SELECT RANK , * FROM TableName ,
CONTAINSTABLE (TableName, *, '
"*WildCard" ') searchTable WHERE
[KEY] = TableName.pk ORDER BY
searchTable.RANK DESC
In order for the CONTAINSTABLE function to know that I'm using a wildcard search, I have to wrap it in double quotes. I can use the wildcard character * at the beginning or ending. There are a lot of other things you can do when you're building the search string for the CONTAINSTABLE function. You can search for a word near another word, search for inflectional words (drive = drives, drove, driving, and driven), and search for synonym of another word (metal can have synonyms such as aluminum and steel).
I just created a table, put a full text index on the table and did a couple of test searches and didn't have a problem, so wildcard searching works as intended.
[Update]
I see that you've updated your question and know that you need to use one of the functions.
You can still search with the wildcard at the beginning, but if the word is not a full word following the wildcard, you have to add another wildcard at the end.
Example: "*ildcar" will look for a single word as long as it ends with "ildcar".
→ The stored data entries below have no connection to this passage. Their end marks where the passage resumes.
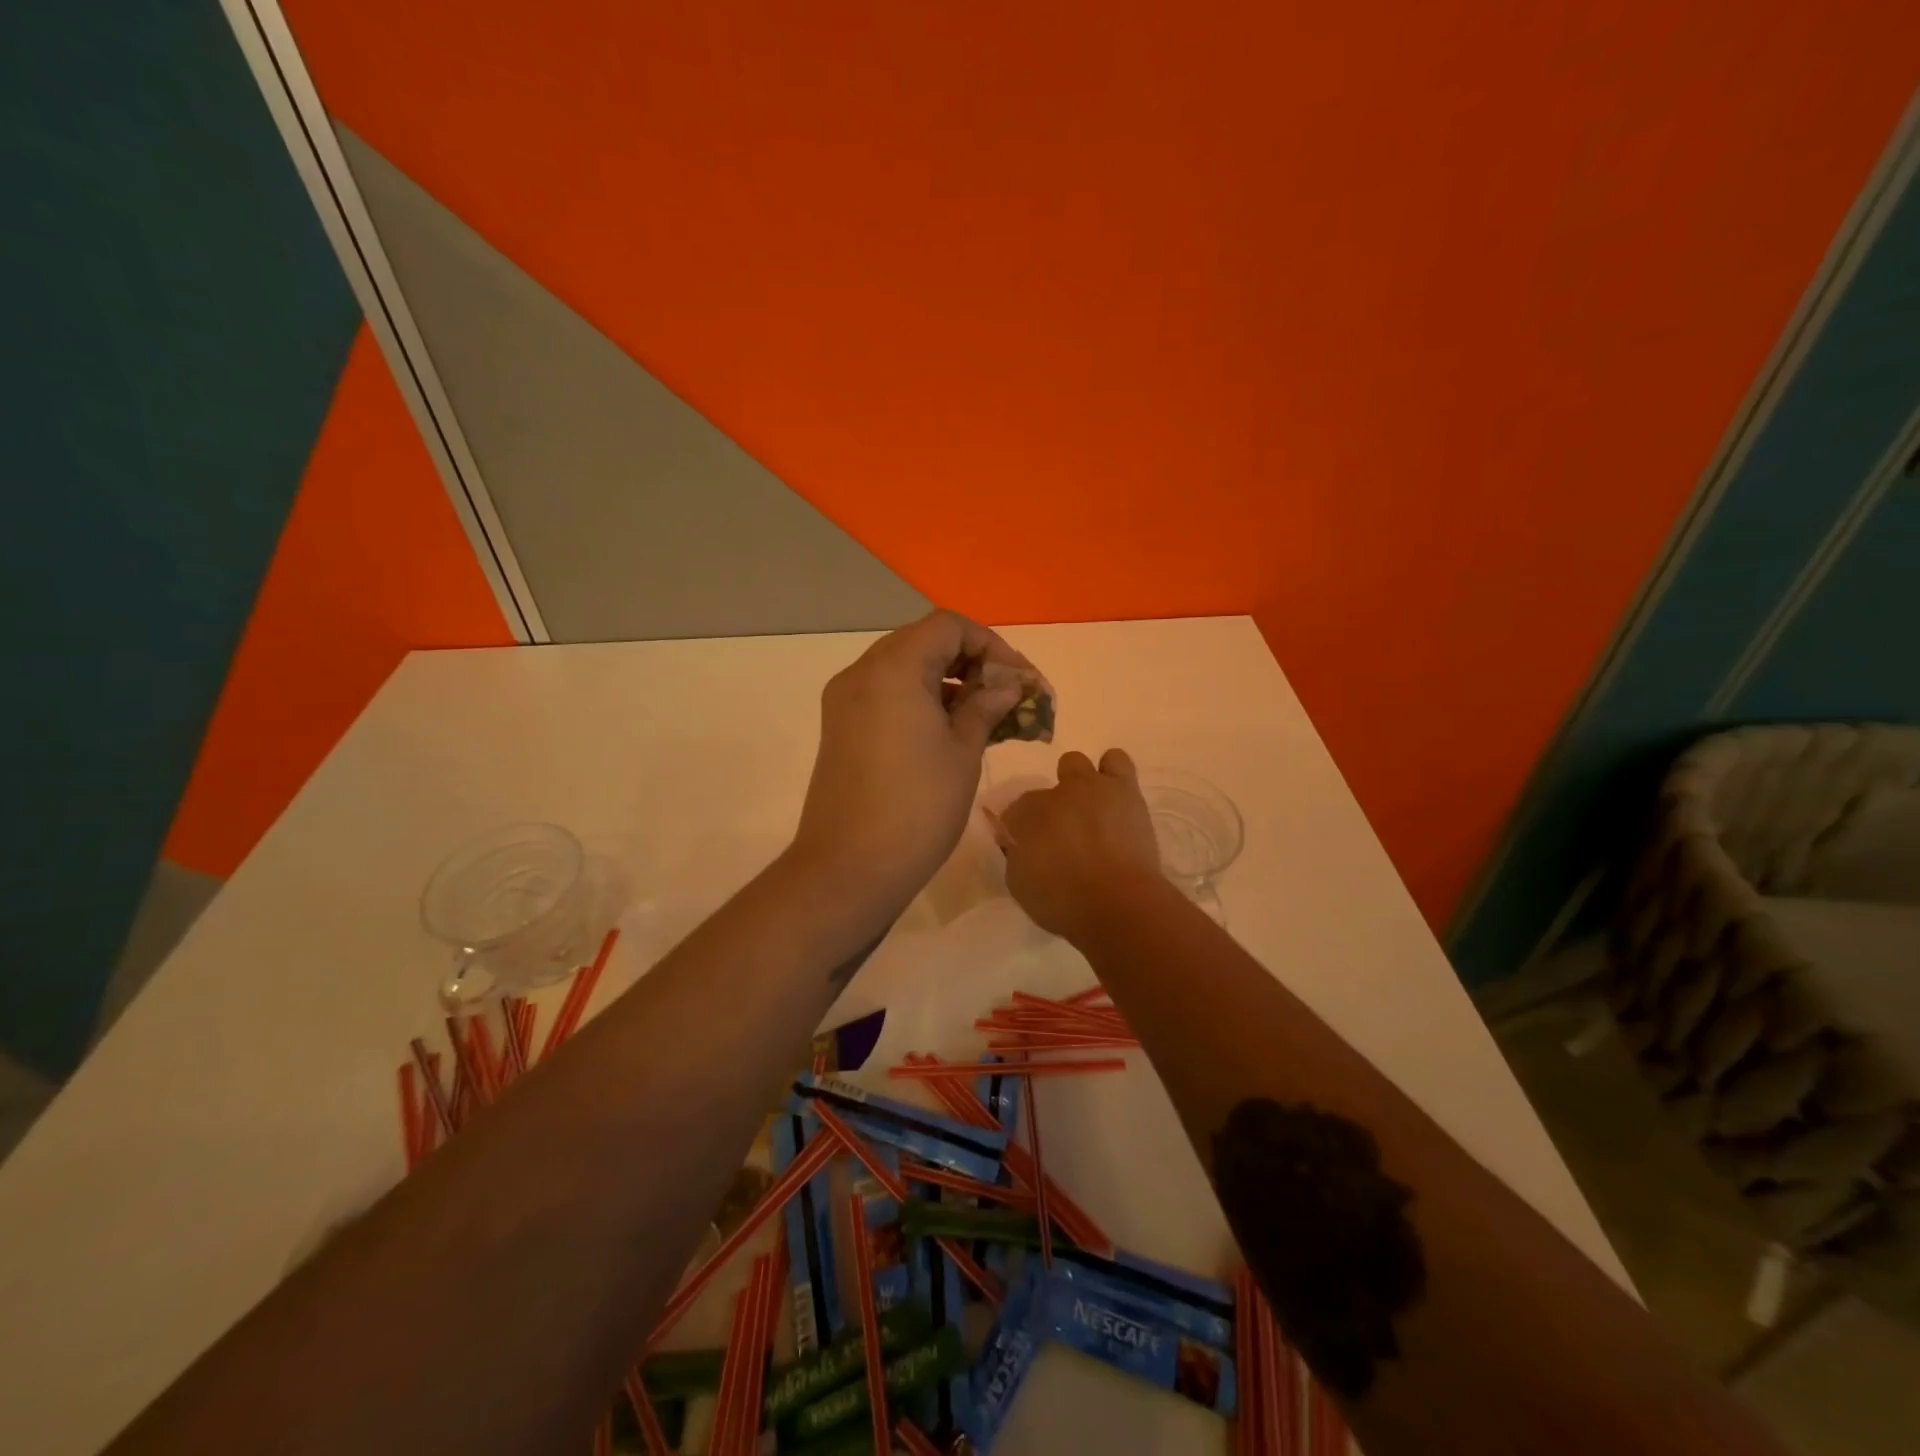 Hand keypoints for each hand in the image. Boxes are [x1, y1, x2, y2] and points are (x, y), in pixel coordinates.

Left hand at [790, 611, 1029, 918]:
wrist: (849, 868)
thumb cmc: (917, 806)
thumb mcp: (963, 751)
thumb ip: (986, 706)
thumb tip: (1007, 683)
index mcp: (893, 667)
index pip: (948, 626)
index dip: (991, 644)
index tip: (1018, 680)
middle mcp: (862, 672)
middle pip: (924, 642)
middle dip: (971, 662)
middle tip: (1007, 696)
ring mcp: (845, 700)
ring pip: (905, 670)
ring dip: (947, 682)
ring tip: (986, 716)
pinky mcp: (840, 728)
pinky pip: (886, 695)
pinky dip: (920, 700)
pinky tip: (950, 731)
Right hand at [1001, 748, 1164, 940]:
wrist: (1116, 903)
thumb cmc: (1062, 903)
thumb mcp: (1021, 886)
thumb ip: (1018, 857)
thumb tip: (1021, 847)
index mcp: (1022, 817)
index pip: (1013, 815)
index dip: (1021, 833)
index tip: (1030, 850)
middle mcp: (1052, 795)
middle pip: (1042, 790)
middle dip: (1047, 807)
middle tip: (1061, 832)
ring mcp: (1088, 787)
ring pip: (1075, 763)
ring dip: (1078, 783)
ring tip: (1091, 808)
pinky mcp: (1124, 790)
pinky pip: (1116, 762)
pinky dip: (1112, 773)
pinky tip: (1116, 796) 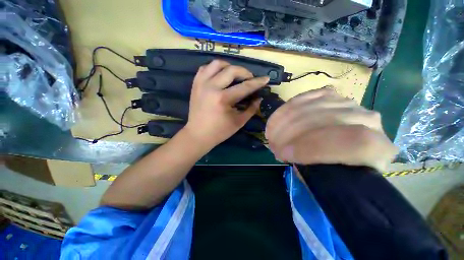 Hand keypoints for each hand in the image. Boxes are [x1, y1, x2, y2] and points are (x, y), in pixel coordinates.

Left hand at [183, 60, 268, 148]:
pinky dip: (215, 69)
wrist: (198, 134)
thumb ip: (251, 109)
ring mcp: (201, 84)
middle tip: (249, 79)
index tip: (266, 79)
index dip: (257, 82)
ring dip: (229, 66)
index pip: (244, 87)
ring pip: (217, 64)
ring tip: (235, 75)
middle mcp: (211, 87)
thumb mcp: (239, 122)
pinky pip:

Example: "*ildcar*" will look for a single word with "ildcar" in the middle, which means it will match "wildcard". [Just noticed that Markdown removed the wildcard characters from the beginning and ending of my quoted string here.]
[Update #2]
Dave Ward - Using a wildcard with one of the functions shouldn't be a huge perf hit. If I created a search string with just "*", it will not return all rows, in my test case, it returned 0 records.